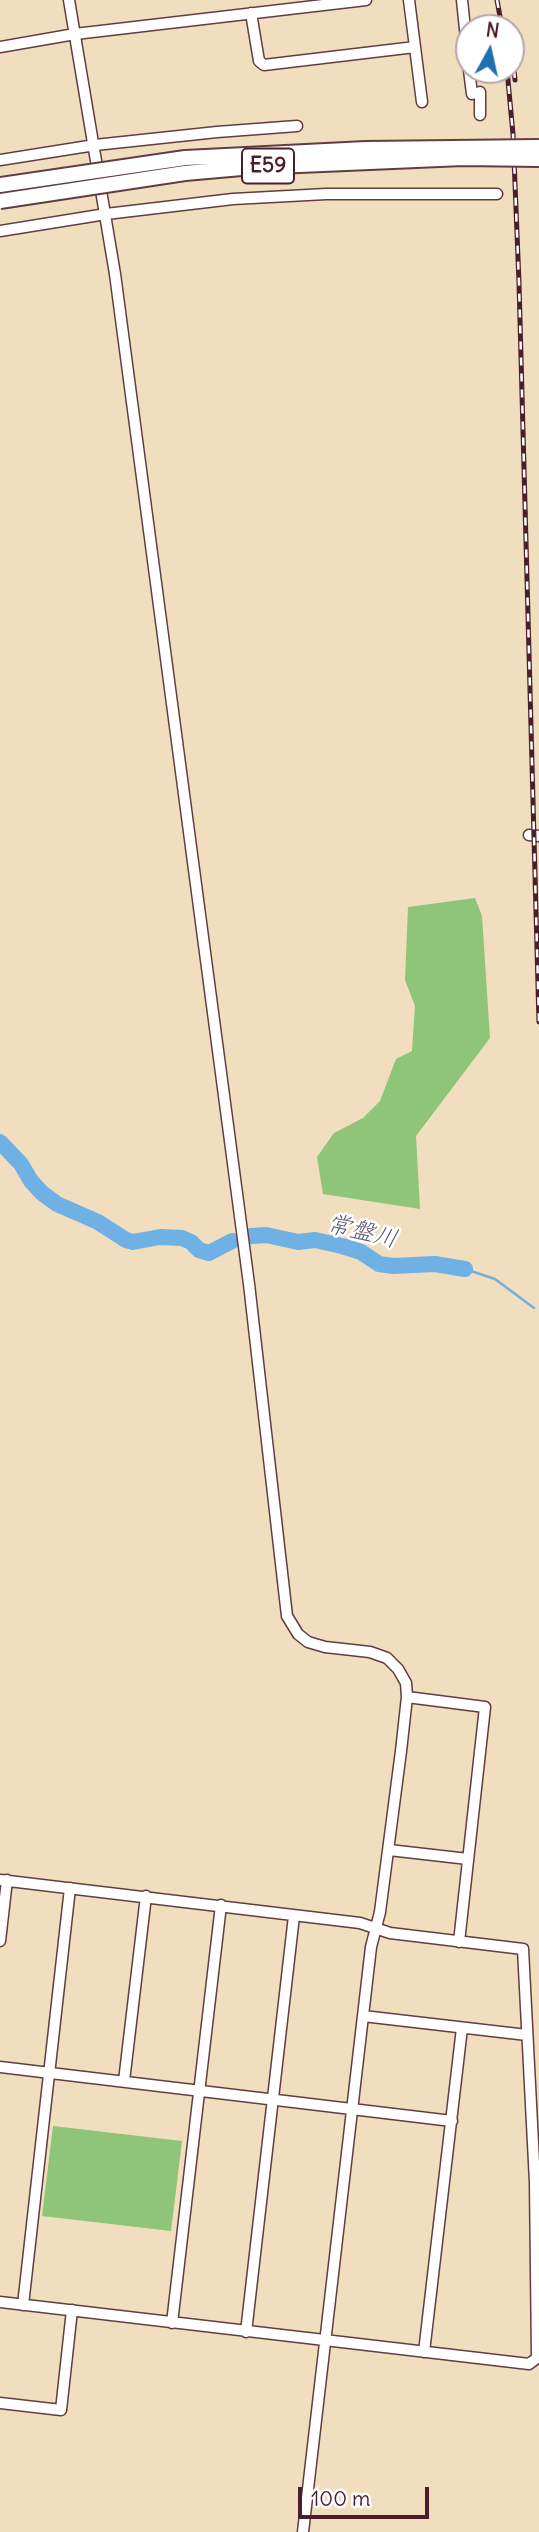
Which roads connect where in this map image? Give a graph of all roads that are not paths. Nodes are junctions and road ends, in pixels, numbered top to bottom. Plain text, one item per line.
1 (69, 0) edge
2 (366, 0) edge
3 (409, 0) edge
4 (251, 13) junction
5 (75, 34) junction
6 (0, 47) edge
7 (415, 47) junction
8 (471, 84) edge
9 (422, 102) dead end
10 (480, 115) dead end
11 (297, 126) dead end
12 (95, 145) junction
13 (539, 146) edge
14 (539, 159) edge
15 (0, 160) edge
16 (0, 185) edge
17 (497, 194) dead end
18 (0, 201) edge
19 (106, 214) junction
20 (0, 231) edge
21 (407, 1697) junction
22 (389, 1850) junction
23 (468, 1859) junction
24 (3, 1880) edge
25 (70, 1888) junction
26 (146, 1896) junction
27 (221, 1905) junction
28 (294, 1916) junction
29 (374, 1927) junction
30 (0, 1941) edge
31 (459, 1942) junction
32 (363, 2016) junction
33 (462, 2028) junction
34 (527, 2035) junction
35 (0, 2067) edge
36 (50, 2073) junction
37 (124, 2081) junction
38 (198, 2091) junction
39 (273, 2099) junction
40 (352, 2109) junction
41 (452, 2121) junction
42 (0, 2302) edge
43 (23, 2305) junction
44 (72, 2311) junction
45 (172, 2323) junction
46 (246, 2332) junction
47 (326, 2342) junction
48 (424, 2351) junction
49 (0, 2403) edge
50 (303, 2532) edge

1 - 5 street
2 - 4 street
3 - 7 street
4 - 5 street
4 - 7 street
5 - 6 street
5 - 12 street
7 - 9 street
8 - 10 street
11 - 12 street
12 - 15 street
12 - 19 street
13 - 16 highway, E59, bridge
14 - 18 highway, E59, bridge
17 - 19 street
19 - 20 street
19 - 21 street
21 - 22 street
21 - 23 street
22 - 23 street
22 - 29 street
23 - 31 street
24 - 25 street
24 - 30 street
25 - 26 street
25 - 36 street
26 - 27 street
26 - 37 street
27 - 28 street
27 - 38 street
28 - 29 street
28 - 39 street
29 - 31 street
29 - 32 street
31 - 34 street
32 - 33 street
32 - 40 street
33 - 34 street
33 - 41 street
34 - 48 street
35 - 36 street
36 - 37 street
36 - 43 street
37 - 38 street
38 - 39 street
38 - 45 street
39 - 40 street
39 - 46 street
40 - 41 street
40 - 47 street
41 - 48 street
42 - 43 street
43 - 44 street
44 - 45 street
44 - 49 street
45 - 46 street
46 - 47 street
47 - 48 street
47 - 50 street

_Task details:_ Nothing but a number is needed: tally the lines of the listing that contain "bridge".

_Your solution:_ 2